• _Task objective_: Repeat every record exactly, but omit the images.

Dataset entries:
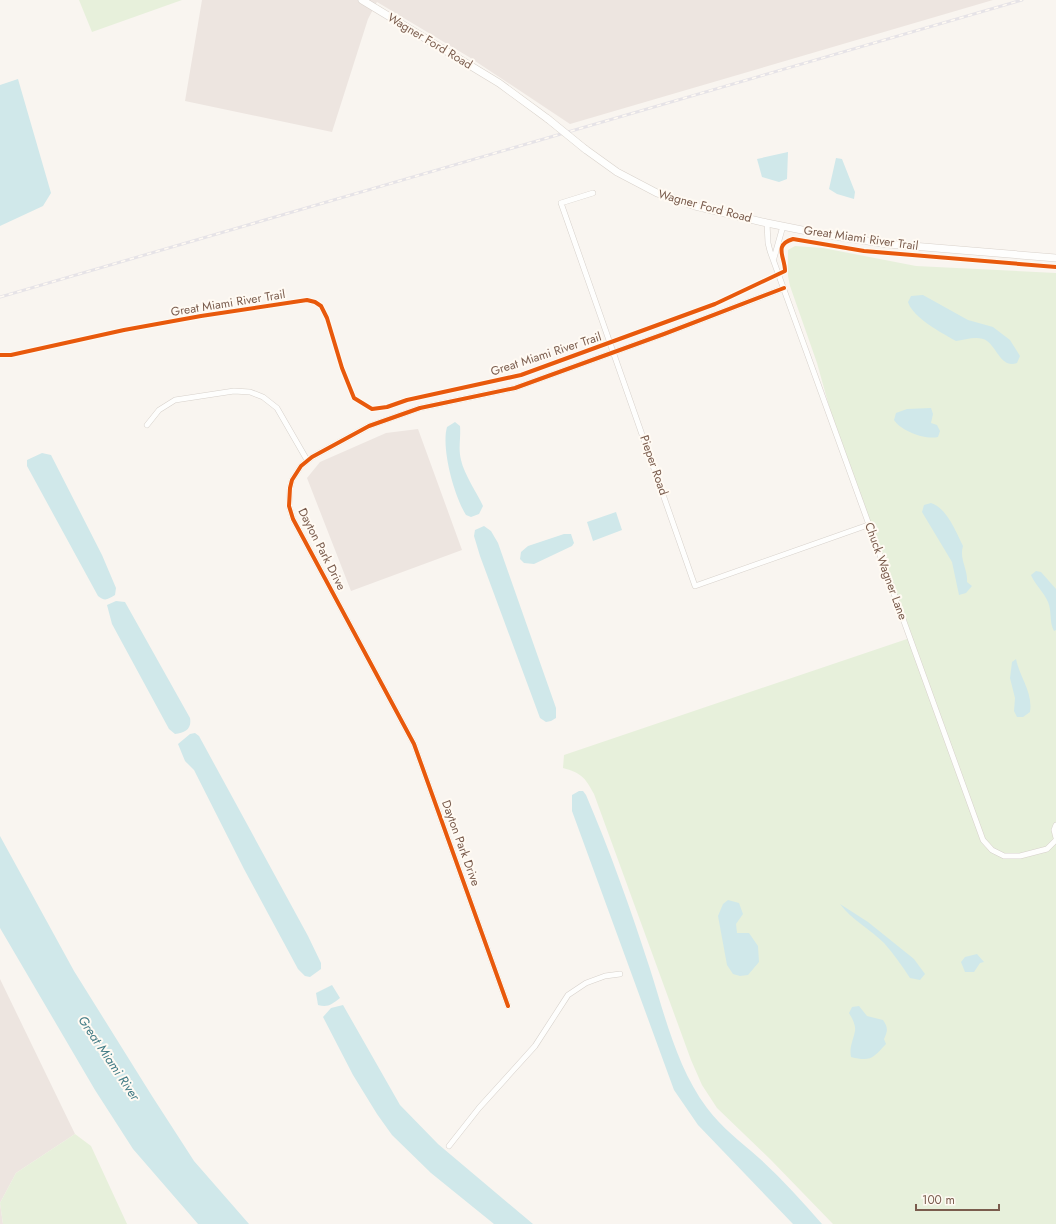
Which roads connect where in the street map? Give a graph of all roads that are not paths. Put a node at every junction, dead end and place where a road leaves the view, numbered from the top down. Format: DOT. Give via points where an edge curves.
graph roads {
  1 [pos="362,0"];
  2 [pos="592,193"];
  3 [pos="767,223"];
  4 [pos="783,226"];
  5 [pos="774,258"];
  6 [pos="1056,258"];
  7 [pos="784,288"];
  8 [pos="614,353"];
  9 [pos="147,425"];
  10 [pos="307,460"];
  11 [pos="868,525"];
  12 [pos="1056,824"];
  13 [pos="1056,839"];
  14 [pos="620,974"];
  15 [pos="508,1006"];
  16 [pos="450,1146"];
  1 -- 3 [label="main road, Wagner Ford Road, bridge" via="499,83 617,172 657,193 695,206"];
  2 -- 8 [label="street, Pieper Road" via="561,203"];
  3 -- 4 [label="main road, Wagner Ford Road"];
  3 -- 5 [label="street, Chuck Wagner Lane" via="768,243"];
  4 -- 5 [label="street"];
  4 -- 6 [label="main road, Wagner Ford Road" via="888,244"];
  5 -- 7 [label="street, Chuck Wagner Lane"];
  7 -- 8 [label="street, Dayton Park Drive"];
  7 -- 11 [label="street, Chuck Wagner Lane"];
  8 -- 10 [label="street, Dayton Park Drive" via="514,388 420,408 389,418 364,428"];
  8 -- 11 [label="street, Pieper Road" via="695,586"];
  9 -- 10 [label="street" via="159,410 175,400 234,391 250,392 263,397 277,408"];
  10 -- 15 [label="street, Dayton Park Drive" via="292,480 289,497 291,513 414,744"];
  11 -- 13 [label="street, Chuck Wagner Lane" via="984,840 992,850 1004,856 1020,856 1048,848"];
  12 -- 13 [label="street, Chuck Wagner Lane"];
  14 -- 16 [label="street" via="586,983 568,995 535,1046 479,1108"];
}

• _Response to the task_:
Which roads connect where in the street map? Give a graph of all roads that are not paths. Put a node at every junction, dead end and place where a road leaves the view, numbered from the top down. Format: DOT. Give via points where an edge curves.
graph roads {
  1 [pos="362,0"];
  2 [pos="592,193"];
  3 [pos="767,223"];
  4 [pos="783,226"];
  5 [pos="774,258"];
  6 [pos="1056,258"];
  7 [pos="784,288"];
  8 [pos="614,353"];
  9 [pos="147,425"];
  10 [pos="307,460"];
  11 [pos="868,525"];
  12 [pos="1056,824"];
  13 [pos="1056,839"];
  14 [pos="620,974"];
  15 [pos="508,1006"];
  16 [pos="450,1146"];
  1 -- 3 [label="main road, Wagner Ford Road, bridge" via="499,83 617,172 657,193 695,206"];
  2 -- 8 [label="street, Pieper Road" via="561,203"];
  3 -- 4 [label="main road, Wagner Ford Road"];
  3 -- 5 [label="street, Chuck Wagner Lane" via="768,243"];
  4 -- 5 [label="street"];
  4 -- 6 [label="main road, Wagner Ford Road" via="888,244"];
  5 -- 7 [label="street, Chuck Wagner Lane"];
  7 -- 8 [label="street, Dayton Park Drive"];
  7 -- 11 [label="street, Chuck Wagner Lane"];
  8 -- 10 [label="street, Dayton Park Drive" via="514,388 420,408 389,418 364,428"];
  8 -- 11 [label="street, Pieper Road" via="695,586"];
  9 -- 10 [label="street" via="159,410 175,400 234,391 250,392 263,397 277,408"];
  10 -- 15 [label="street, Dayton Park Drive" via="292,480 289,497 291,513 414,744"];
  11 -- 13 [label="street, Chuck Wagner Lane" via="984,840 992,850 1004,856 1020,856 1048,848"];
  12 -- 13 [label="street, Chuck Wagner Lane"];
  14 -- 16 [label="street" via="586,983 568,995 535,1046 479,1108"];
}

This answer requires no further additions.